We trained our unsupervised model, NCS, directly over the search corpus by picking the 26,109 most popular Android projects on GitHub. This also became the search corpus from which NCS returns code snippets.

To incorporate supervision for our UNIF model, we needed an aligned pair of data points to learn the mapping. We trained UNIF on a collection of (c, q) data points, where q is the natural language description or query, and c is the corresponding code snippet. We obtained this dataset by extracting Stack Overflow question titles and code snippets from data publicly released by Stack Exchange under a CC-BY-SA 3.0 license. After filtering the questions using a variety of heuristics — the code snippet must have an Android tag, for example, or must have a method call, or must not contain XML tags — we ended up with 451,000 training data points. This dataset is disjoint from the evaluation queries. (This reflects a best case availability of a training dataset; as we note in the paper, a docstring based training did not give good results.)

The evaluation dataset

We evaluated the effectiveness of NCS using Stack Overflow questions. Stack Overflow is a useful resource for evaluation because it contains a large number of natural language queries, along with upvoted answers that can be treated as an acceptable response. Given a Stack Overflow question title as the query, NCS retrieves a list of methods from GitHub. In our work creating and refining NCS, we considered a search successful if at least one of the top_n results from NCS matched the method described in the Stack Overflow answer code snippet. (For our evaluation, we calculated using top₁, top₅, and top₁₀.)

We chose the Stack Overflow questions using a script with the following criteria: 1) the question included “Android” and “Java” tags, 2) there was an upvoted code answer, and 3) the ground truth code snippet had at least one match in our corpus of GitHub Android repos. With some manual processing to make sure the questions were acceptable, we obtained a dataset of 287 questions.

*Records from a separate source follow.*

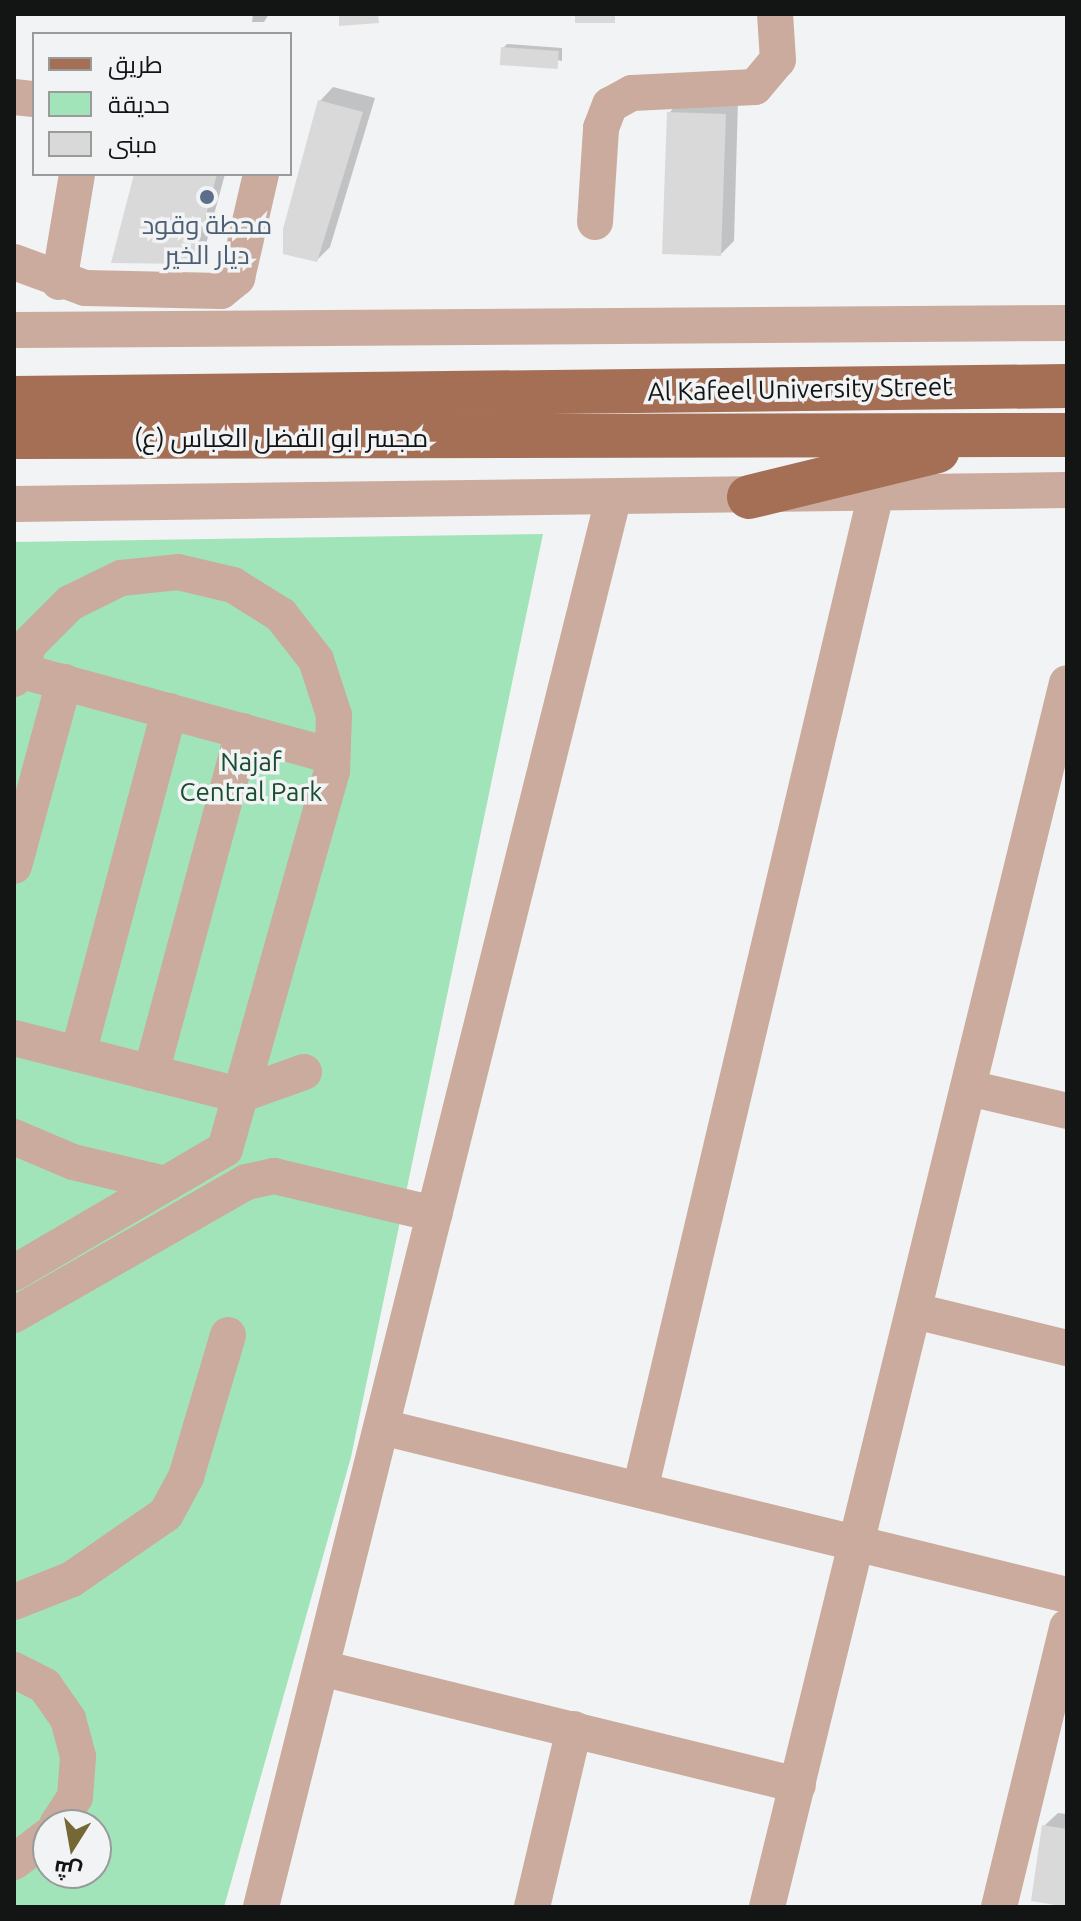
<!DOCTYPE html>
<meta charset="utf-8">
<style>
body{margin:0}
#map{position:relative;width:1081px;height:1921px;overflow:hidden;background:#f2f3f4;font-family:Ubuntu,Cairo,sans-serif}
div>[style]{position:absolute}
[style*='--x']{left:calc(var(--x)*1px);top:calc(var(--y)*1px);width:calc(var(--w)*1px);rotate:calc(var(--a)*1deg)}
.green>*{inset:0;background:#a2e4b9}
.shadow>*{inset:0;background:#0003}
.building>*{inset:0;background:#d9d9da;transform-origin:0 0}
.minor>*{height:36px;margin:-18px;padding:0 18px;transform-origin:18px;border-radius:18px;background:#caab9d}
.major>*{height:44px;margin:-22px;padding:0 22px;transform-origin:22px;border-radius:22px;background:#a46f55}
.dots>*{width:22px;height:22px;translate:-50% -50%;box-sizing:border-box;border:4px solid #f2f3f4;border-radius:50%}
span{translate:-50% -50%;white-space:nowrap;text-align:center;line-height:1.15;-webkit-text-stroke:7px #f2f3f4;paint-order:stroke}
.service-label{font-size:26px;color:#4e5e75}
.street-label{font-size:26px;color:#131414}
.park-label{font-size:26px;color:#1a4d30}
.frame{position:absolute;inset:0;border:16px solid #131414;pointer-events:none}
.legend{position:absolute;left:32px;top:32px;width:260px;height:144px;box-sizing:border-box;background:#f2f3f4;border:2px solid #999a9a;margin:0;padding:10px 14px;list-style:none;font-size:24px;color:#131414}
.legend li{display:flex;align-items:center;gap:16px;height:40px}
.legend b{width:40px;border:2px solid #999a9a}
.north{position:absolute;left:32px;top:1809px;width:80px;height:80px;box-sizing:border-box;background:#f2f3f4;border:2px solid #999a9a;border-radius:50%;rotate:191deg;font-size:22px;font-weight:700;line-height:32px;text-align:center;color:#131414}
.north::after{content:'';display:block;margin:auto;width:28px;height:36px;background:#756835;clip-path:polygon(50% 0,100% 100%,50% 72%,0 100%)}
</style>
<div id="map">
<div class="green">
<div style="clip-path:polygon(evenodd,543px 534px,351px 1457px,224px 1907px,14px 1907px,14px 542px,543px 534px,48px 1825px,96px 1825px,96px 1873px,48px 1873px,48px 1825px)"></div>
</div>
<div class="shadow">
<div style="clip-path:polygon(253px 14px,269px 14px,264px 22px,252px 22px)"></div>
<div style="clip-path:polygon(507px 44px,562px 48px,562px 61px,503px 48px)"></div>
<div style="clip-path:polygon(333px 87px,375px 98px,330px 247px,317px 260px,320px 101px)"></div>
<div style="clip-path:polygon(682px 99px,738px 101px,734px 241px,721px 254px,669px 113px)"></div>
<div style="clip-path:polygon(136px 174px,225px 174px,205px 248px,192px 262px)"></div>
<div style="clip-path:polygon(1058px 1813px,1067px 1814px,1067px 1907px,1033px 1899px,1044px 1826px)"></div>
</div>
<div class="building">
<div style="clip-path:polygon(339px 14px,378px 14px,379px 23px,339px 26px)"></div>
<div style="left:575px;top:14px;width:40px;height:9px"></div>
<div style="left:501px;top:47px;width:58px;height:18px;rotate:4deg"></div>
<div style="clip-path:polygon(318px 100px,363px 112px,317px 262px,283px 254px,283px 229px)"></div>
<div style="left:667px;top:112px;width:59px;height:142px;rotate:2deg"></div>
<div style="clip-path:polygon(134px 174px,217px 174px,193px 264px,111px 263px)"></div>
<div style="clip-path:polygon(1042px 1825px,1067px 1829px,1067px 1907px,1031px 1901px)"></div>
</div>
<div class="minor">
<div style="--x:14;--y:97;--w:20;--a:6"></div>
<div style="--x:595;--y:222;--w:94;--a:-86.3"></div>
<div style="--x:601;--y:128;--w:25;--a:-69"></div>
<div style="--x:610;--y:105;--w:25;--a:-29"></div>
<div style="--x:632;--y:93;--w:123;--a:-2.8"></div>
<div style="--x:755;--y:87;--w:35;--a:-50"></div>
<div style="--x:778;--y:60;--w:46;--a:-93.7"></div>
<div style="--x:14;--y:262;--w:76;--a:20.1"></div>
<div style="--x:85;--y:288;--w:136;--a:1.3"></div>
<div style="--x:221;--y:291;--w:21;--a:-39"></div>
<div style="--x:237;--y:278;--w:107;--a:-77"></div>
<div style="--x:59;--y:282;--w:109;--a:-80.5"></div>
<div style="--x:14;--y:330;--w:1053;--a:-0.38"></div>
<div style="--x:14;--y:504;--w:1053;--a:-0.76"></div>
<div style="--x:18;--y:670;--w:326;--a:15.3"></div>
<div style="--x:14;--y:679;--w:39;--a:-66"></div>
<div style="--x:30;--y:643;--w:57;--a:-45"></div>
<div style="--x:70;--y:603;--w:57;--a:-26.1"></div>
<div style="--x:121;--y:578;--w:57;--a:-6"></div>
<div style="--x:178;--y:572;--w:57;--a:13.3"></div>
<div style="--x:233;--y:585;--w:57;--a:32"></div>
<div style="--x:281;--y:615;--w:57;--a:52.1"></div>
<div style="--x:316;--y:660;--w:58;--a:71.9"></div>
<div style="--x:334;--y:715;--w:56;--a:92"></div>
<div style="--x:332;--y:771;--w:393;--a:105.8"></div>
<div style="--x:225;--y:1149;--w:245;--a:149.6"></div>
<div style="--x:14;--y:866;--w:191;--a:-74.8"></div>
<div style="--x:14;--y:1038;--w:233;--a:14.2"></div>
<div style="--x:240;--y:1095;--w:68;--a:-19.8"></div>
<div style="--x:78;--y:1054;--w:355;--a:-75.1"></div>
<div style="--x:151;--y:1073;--w:354;--a:-74.9"></div>
<div style="--x:969;--y:1088;--w:101;--a:13.2"></div>
<div style="--x:14;--y:1137;--w:64;--a:23"></div>
<div style="--x:73;--y:1162;--w:95;--a:13.4"></div>
<div style="--x:915;--y:1311;--w:156;--a:13.7"></div>
<div style="--x:14;--y:1315;--w:267;--a:-29.8"></div>
<div style="--x:246;--y:1182;--w:29;--a:-12"></div>
<div style="--x:274;--y:1176;--w:165;--a:13.3"></div>
<div style="--x:382;--y:1427;--w:705;--a:13.78"></div>
<div style="--x:640;--y:1490;--w:1025;--a:-76.68"></div>
<div style="--x:14;--y:1602;--w:62;--a:-21.6"></div>
<div style="--x:72;--y:1579;--w:114;--a:-34.7"></div>
<div style="--x:166;--y:1514;--w:42;--a:-61.6"></div>
<div style="--x:186;--y:1477;--w:148;--a:-73.5"></div>
<div style="--x:321;--y:1668;--w:491;--a:13.8"></div>
<div style="--x:14;--y:1670;--w:35;--a:27"></div>
<div style="--x:45;--y:1686;--w:40;--a:55.1"></div>
<div style="--x:68;--y:1719;--w:39;--a:75"></div>
<div style="--x:78;--y:1757;--w:40;--a:94.3"></div>
<div style="--x:75;--y:1797;--w:33;--a:123"></div>
<div style="--x:14;--y:1862;--w:43;--a:-37.4"></div>
<div style="--x:261;--y:1907;--w:1451;--a:-75.96"></div>
<div style="--x:532;--y:1907;--w:183;--a:-76.7"></div>
<div style="--x:767;--y:1907;--w:1260;--a:-76.23"></div>
<div style="--x:999;--y:1907;--w:288;--a:-76.3"></div>
</div>
<div class="major">
<div style="--x:14;--y:398;--w:1053;--a:-0.65"></div>
<div style="--x:14;--y:437;--w:1053;--a:-0.11"></div>
<div style="--x:749;--y:497;--w:194;--a:-13.7"></div>
</div>
<div class="dots">
<div style="left:207px;top:197px;background:#5c6f8a"></div>
</div>
<div class="service-label">
<span style="left:207px;top:240px">محطة وقود<br>ديار الخير</span>
</div>
<div class="street-label">
<span style="left:800px;top:389px;rotate:-1deg">Al Kafeel University Street</span>
<span style="left:281px;top:438px">مجسر ابو الفضل العباس (ع)</span>
</div>
<div class="park-label">
<span style="left:251px;top:777px">Najaf<br>Central Park</span>
</div>
<div class="frame"></div>
<ul class="legend">
<li><b style="height:10px;background:#a46f55"></b>طريق</li>
<li><b style="height:22px;background:#a2e4b9"></b>حديقة</li>
<li><b style="height:22px;background:#d9d9da"></b>مبنى</li>
</ul>
<div class="north">ش</div>
</div>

Using Aroma for automatic evaluation

We found that manually assessing the correctness of search results can be difficult to do in a reproducible fashion, as opinions can vary across authors and people. We decided instead to implement an automated evaluation pipeline using Aroma. Aroma gives a similarity score between search results and a ground truth code snippet to assess whether a query was correctly answered if the score passes a threshold value. With this pipeline, we can evaluate the models in a reproducible fashion. We use code answers found on Stack Overflow as the ground truth for evaluation.

We used the above evaluation procedure to not only compare UNIF and NCS, but also compare UNIF against some of the other code search solutions in the literature. (Details on the comparisons are available here.)

An expanding ML-powered toolkit for writing and editing code

With the widespread availability of large code repositories in production today, machine learning can extract patterns and insights that can boost engineer productivity. At Facebook, these machine learning tools include code-to-code recommendation with Aroma and automatic bug fixing with Getafix. NCS and UNIF are examples of code search models that can bridge the gap between natural language queries and finding relevant code snippets. With tools such as these, engineers will be able to easily find and use relevant code snippets, even when working with proprietary source code or writing in less common programming languages. In the future, we hope to explore other deep learning models in the realm of synthesis to further boost engineers’ productivity.